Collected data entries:
• • •

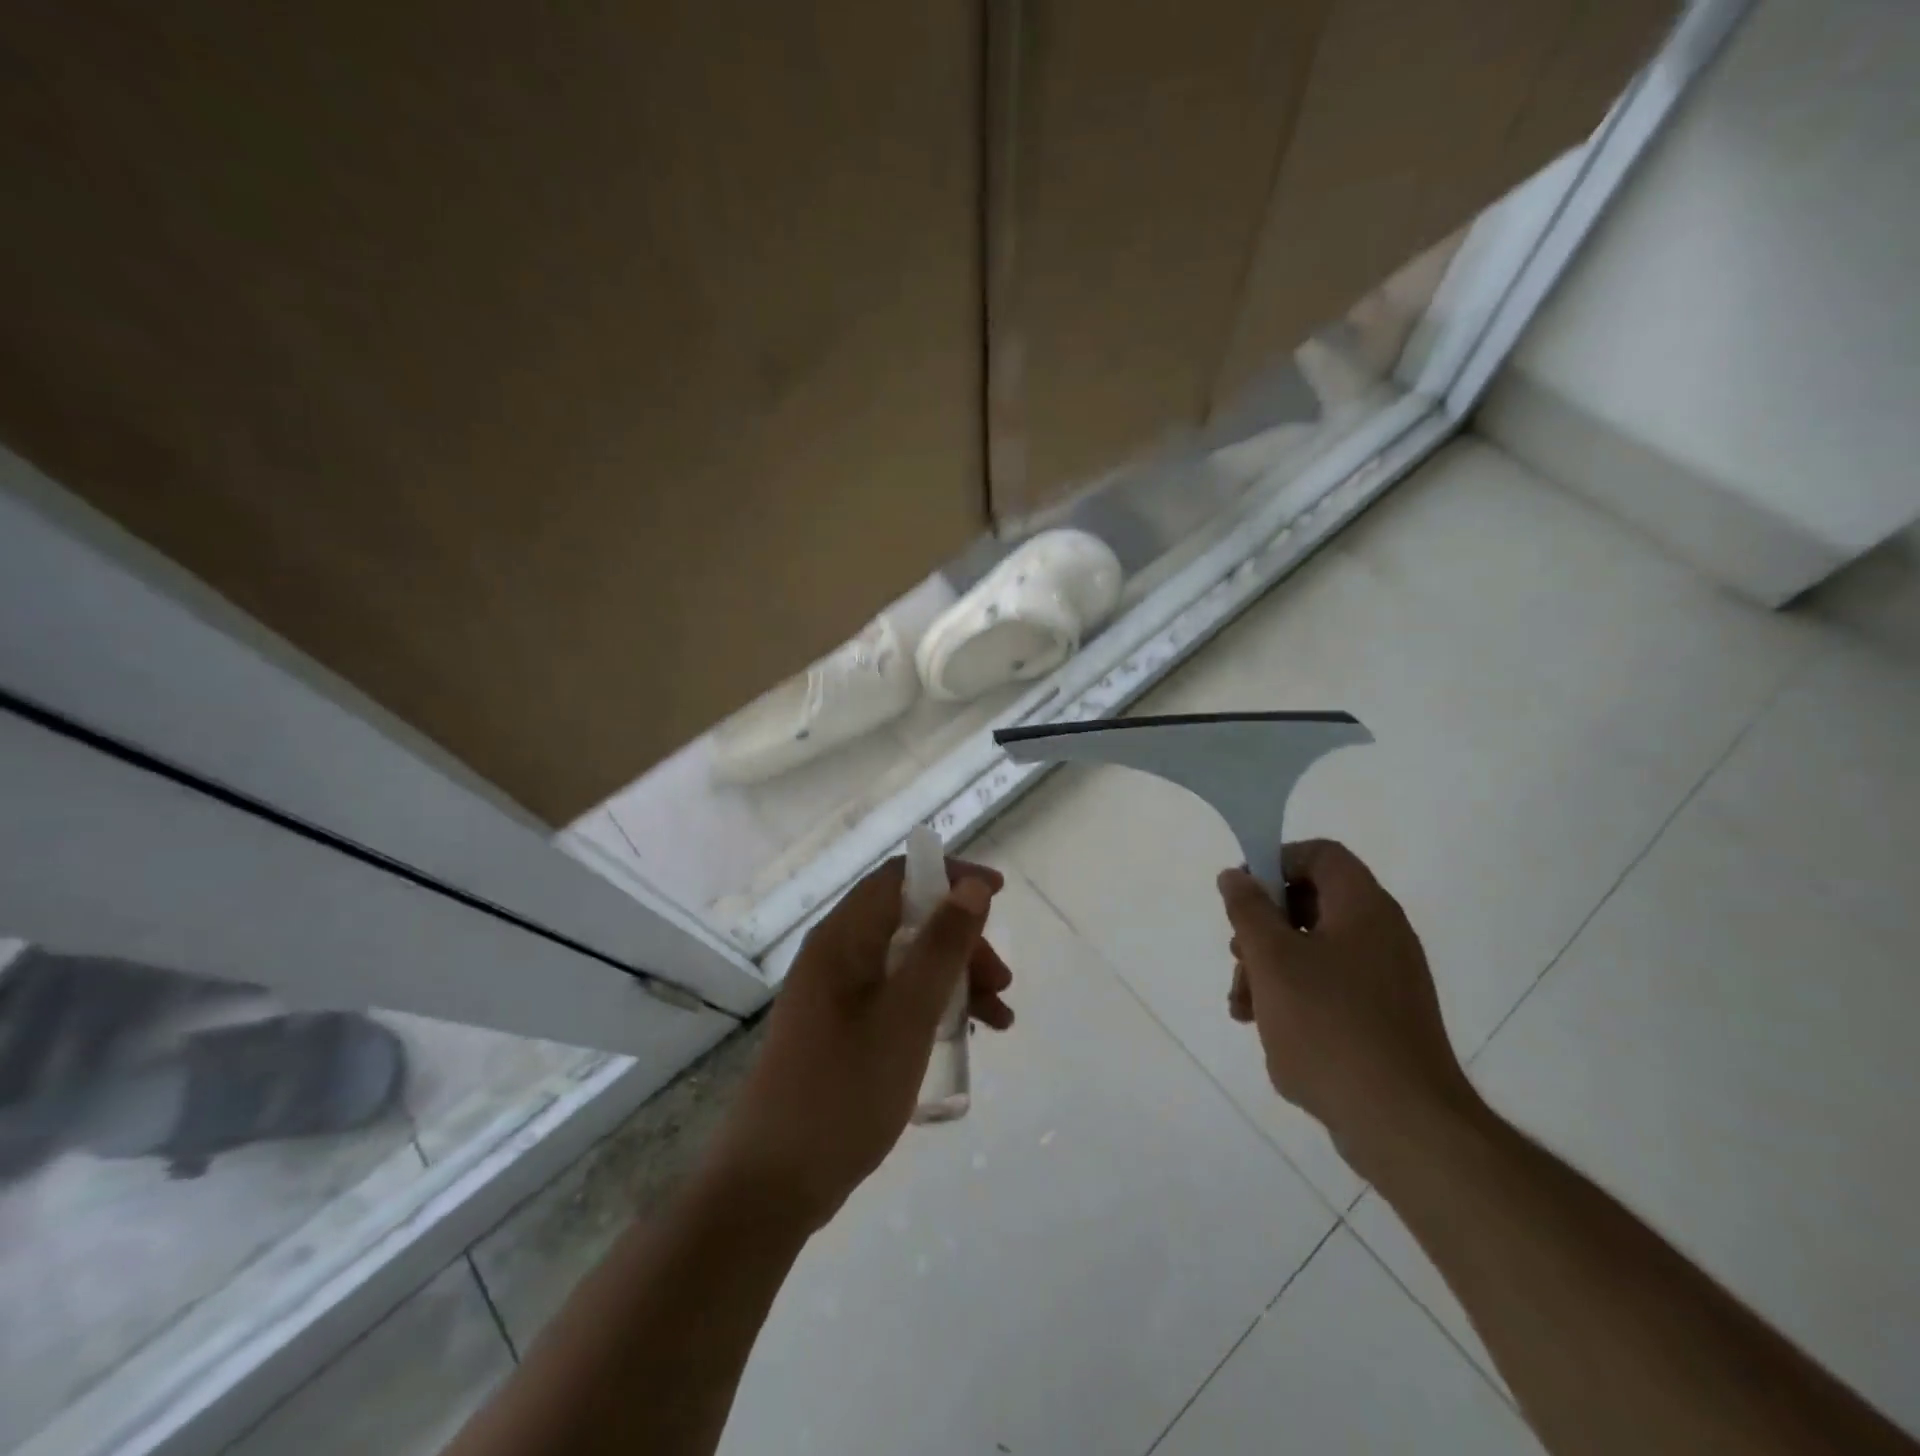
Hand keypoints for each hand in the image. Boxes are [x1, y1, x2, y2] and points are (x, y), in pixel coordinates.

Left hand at [708, 855, 1014, 1232]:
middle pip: (909, 920)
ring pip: (907, 962)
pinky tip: (965, 1035)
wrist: (773, 1184)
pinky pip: (895, 997)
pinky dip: (932, 1006)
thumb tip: (971, 886)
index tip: (996, 896)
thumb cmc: (844, 1089)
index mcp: (843, 938)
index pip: (900, 877)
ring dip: (955, 978)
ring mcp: (835, 994)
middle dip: (961, 942)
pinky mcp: (839, 1030)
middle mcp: (836, 955)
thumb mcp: (907, 1014)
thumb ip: (942, 946)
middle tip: (1001, 983)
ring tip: (1000, 1019)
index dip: (951, 876)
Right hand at [1219, 840, 1478, 1169]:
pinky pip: (1331, 986)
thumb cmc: (1329, 1026)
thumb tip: (1235, 876)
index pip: (1319, 855)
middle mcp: (1382, 934)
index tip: (1242, 897)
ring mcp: (1387, 978)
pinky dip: (1295, 995)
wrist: (1403, 1124)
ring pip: (1314, 949)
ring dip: (1271, 968)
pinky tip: (1269, 1028)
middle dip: (1263, 928)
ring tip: (1243, 1007)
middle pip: (1311, 903)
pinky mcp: (1385, 1017)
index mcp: (1363, 908)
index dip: (1275, 862)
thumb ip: (1249, 910)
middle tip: (1238, 958)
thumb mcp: (1272, 959)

• • •

**DESCRIPTION OF THE TASK**
Only the words belong in your copy: restate the data above exactly and leave the images out.

**EXERCISE RESPONSE**
Hand keypoints for each hand in the image. Boxes are [x1, y1, x2, y2] and points are (x, y), in pixel coordinates.

Left hand at [708, 855, 1014, 1232]:
middle pip: (909, 920)
ring pip: (907, 962)
pinky tip: (965, 1035)
wrist: (773, 1184)
pinky pip: (895, 997)
pinky dip: (932, 1006)
thumb tip: (971, 886)
index tip: (996, 896)
thumb cmc: (844, 1089)
index mcp: (843, 938)
index pip: (900, 877)
ring dip: (955, 978)
ring mcp: (835, 994)
middle dip: (961, 942)
pinky mcp: (839, 1030)
middle mcp: (836, 955)
thumb mcp: (907, 1014)
thumb ip: (942, 946)
middle tip: (1001, 983)
ring tip: (1000, 1019)
index dip: (951, 876)
Right hand at [1219, 840, 1478, 1169]:
pinky pip: (1331, 986)
thumb cmc: (1329, 1026)
thumb tip: (1235, 876)
index pip: (1319, 855)
middle mcp: (1382, 934)
index tip: (1242, 897)
ring mcp: (1387, 978)
pinky dip: (1295, 995)
wrist: (1403, 1124)
ring pip: (1314, 949)
ring dip: (1271, 968)
pinky tip: (1269, 1028)
middle dip: (1263, 928)
ring tip: (1243, 1007)
middle pip: (1311, 903)
pinky mcp: (1385, 1017)
index mcp: (1363, 908)
index dip: (1275, 862)
thumb ip: (1249, 910)
middle tip: (1238, 958)
thumb mcp: (1272, 959)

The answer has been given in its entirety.